Former Tualatin manager brings city-county experience

City hires Steve Wheeler as city manager

Steve Wheeler


Steve Wheeler

Steve Wheeler will start work in early May as city manager of Hood River.

Wheeler, 61, was hired Monday, Mayor Arthur Babitz announced.

“Steve will bring to Hood River an incredible wealth of experience,” Babitz said. Wheeler is currently interim director of planning and development at Metro in Portland, and previously served as Clackamas County administrator and Tualatin city manager.

“Steve plans to start work officially on May 5, but he’ll be working with staff and council before then to assure a quick and smooth transition. Don’t be surprised if you see him around town before then,” said Babitz, who added that he is already briefing Wheeler on city issues.

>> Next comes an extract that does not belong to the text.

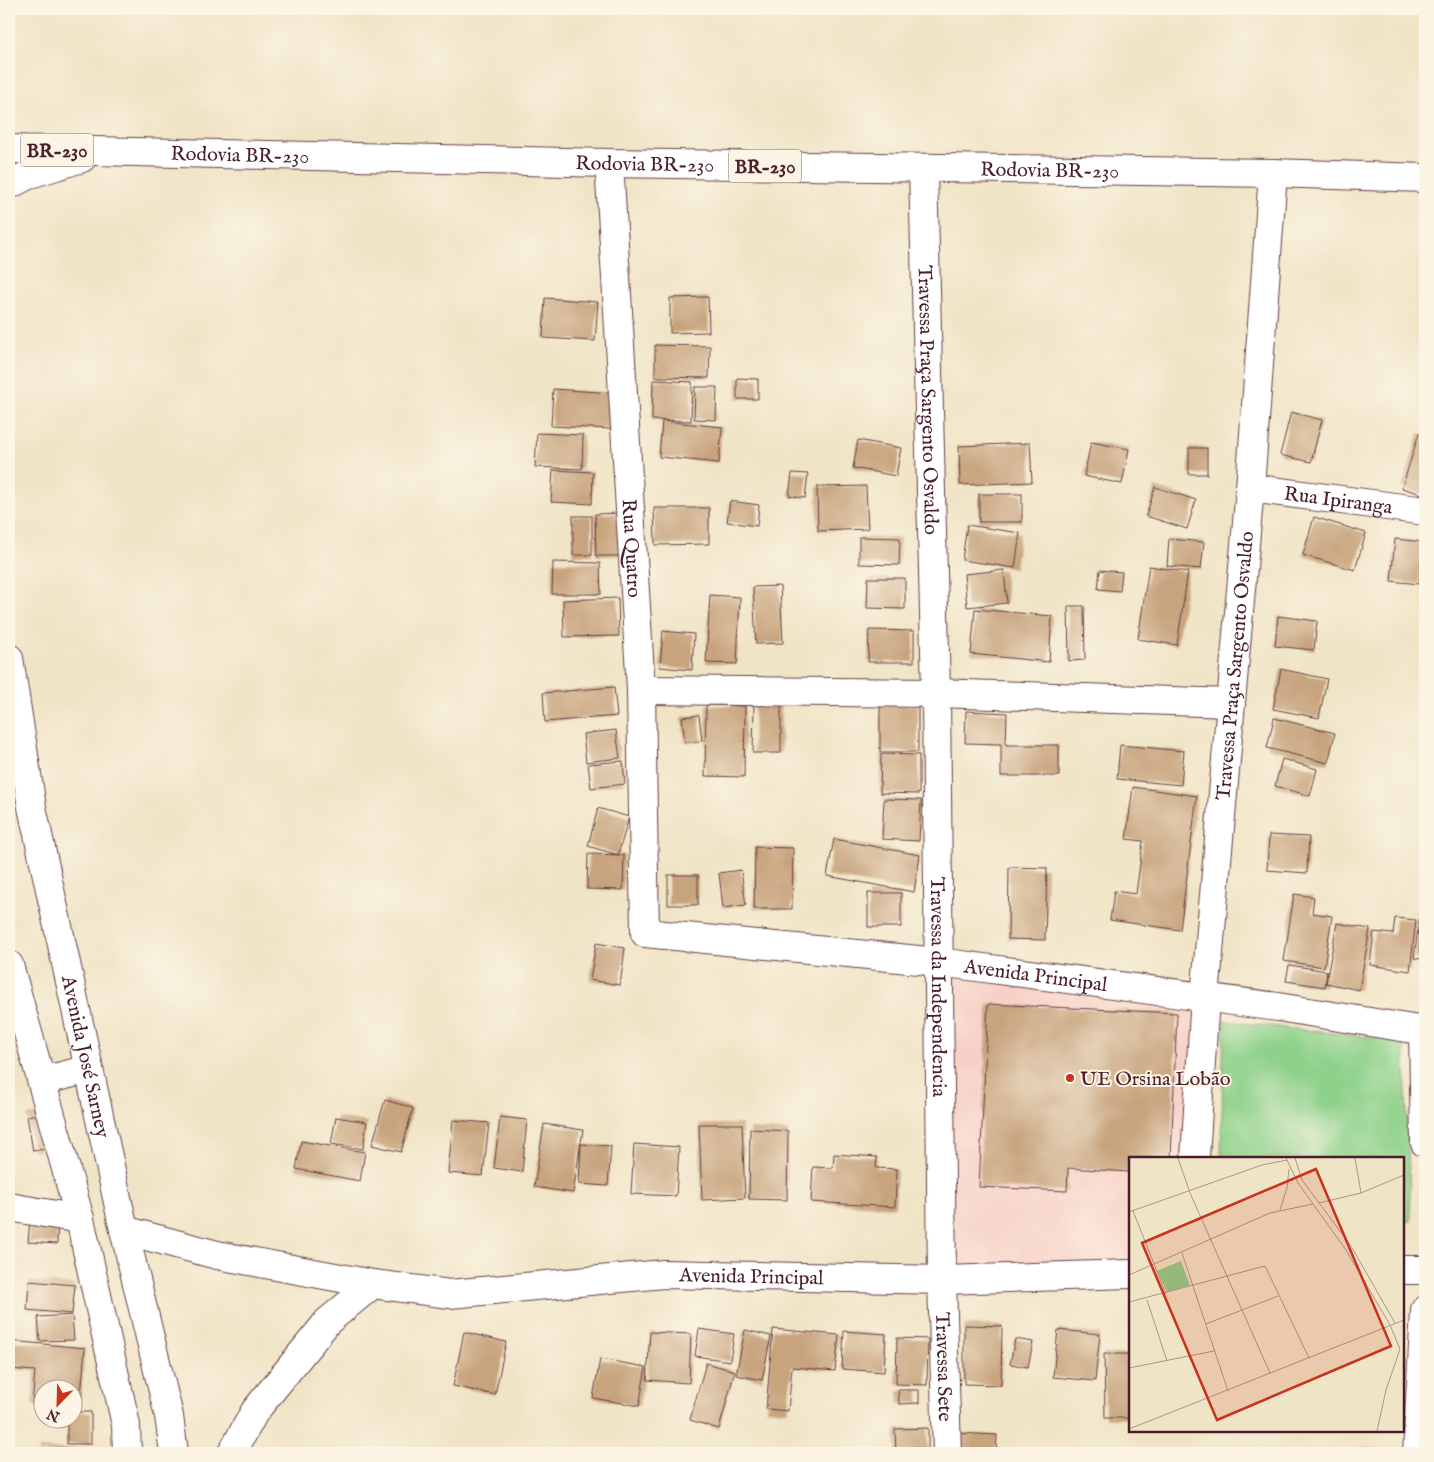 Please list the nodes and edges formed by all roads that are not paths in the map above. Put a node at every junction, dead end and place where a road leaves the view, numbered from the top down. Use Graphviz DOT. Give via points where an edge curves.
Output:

“We had four highly qualified finalists, but Steve’s experience is exceptional,” Babitz said. “He has worked as a city manager and as a county administrator, and that gives him the ability to understand the issues from both levels of government. The ‘been there, done that’ factor is powerful.”

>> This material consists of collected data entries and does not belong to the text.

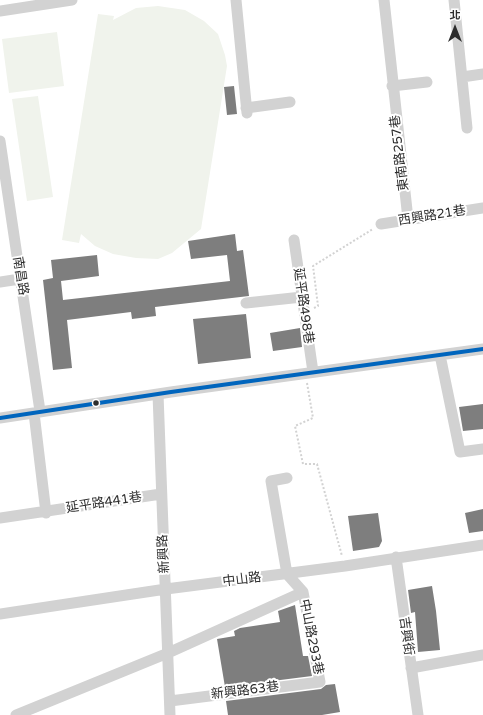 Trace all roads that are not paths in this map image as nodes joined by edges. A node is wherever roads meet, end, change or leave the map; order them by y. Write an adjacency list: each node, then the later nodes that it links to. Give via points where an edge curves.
1 (72, 0): 5 (street)
2 (236, 0): 10 (street, via 247,110)
3 (384, 0): 9 (street, 東南路257巷)
4 (454, 0): 7 (street)
5 (0, 12)
6 (483, 74): 7 (street)
7 (462, 77): 11 (street)
8 (427, 82): 9 (street)
9 (392, 86): 14 (street, 東南路257巷)
10 (290, 102)
11 (467, 128)
12 (0, 146): 17 (street, 南昌路)
13 (483, 208): 14 (street, 西興路21巷)
14 (408, 219): 15 (street, 西興路21巷)
15 (381, 224)
16 (294, 240): 19 (street, 延平路498巷)
17 (20, 279): 18 (street); 25 (street, 南昌路)
18 (0, 282)
19 (302, 297): 20 (street); 23 (street, 延平路498巷)
20 (246, 303)
21 (483, 349): 22 (street)
22 (440, 355): 23 (street); 27 (street, via 460,452)
23 (309, 373): 24 (street)
24 (158, 394): 25 (street); 29 (street, 新興路)
25 (37, 412): 26 (street); 30 (street)
26 (0, 418)
27 (483, 449)
28 (287, 478): 34 (street, via 271,481)
29 (161, 494): 30 (street, 延平路441巷); 35 (street, 新興路)
30 (46, 513): 31 (street, 延平路441巷)
31 (0, 518)
32 (483, 545): 33 (street, 中山路)
33 (396, 557): 34 (street, 中山路); 40 (street, 吉興街)
34 (287, 574): 35 (street, 中山路); 36 (street, 中山路293巷)
35 (166, 590): 37 (street, 中山路); 38 (street, 新興路)
36 (303, 592): 38 (street); 41 (street, 中山路293巷)
37 (0, 614)
38 (168, 653): 42 (street, 新興路); 43 (street)
39 (483, 654): 40 (street)
40 (410, 668): 47 (street, 吉興街)
41 (320, 682): 42 (street, 新興路63巷)
42 (170, 701): 46 (street, 新興路)
43 (46, 703): 44 (street); 45 (street)
44 (16, 715)
45 (47, 715)
46 (170, 715)
47 (418, 715)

Wheeler also served as assistant city manager and then manager, for two small cities in the San Diego area.

Wheeler will work with interim city manager Ross Schultz, but Babitz said, “The overlap won’t be very long — it doesn’t need to be.”

“It’s exciting to be going there,” Wheeler said Monday. “I’ve been with larger organizations and have been asked about going to ‘a little place,’ but I don’t really see it that way. I welcome getting back to city manager, which is my real job roots from California and Tualatin.

“The focus of working for a city, particularly outside of Metro, is kind of welcoming and refreshing to me,” he said. “I’m not saying bad things about where I’ve been, but it feels like the right place at the right time. Hood River is a unique and special place.”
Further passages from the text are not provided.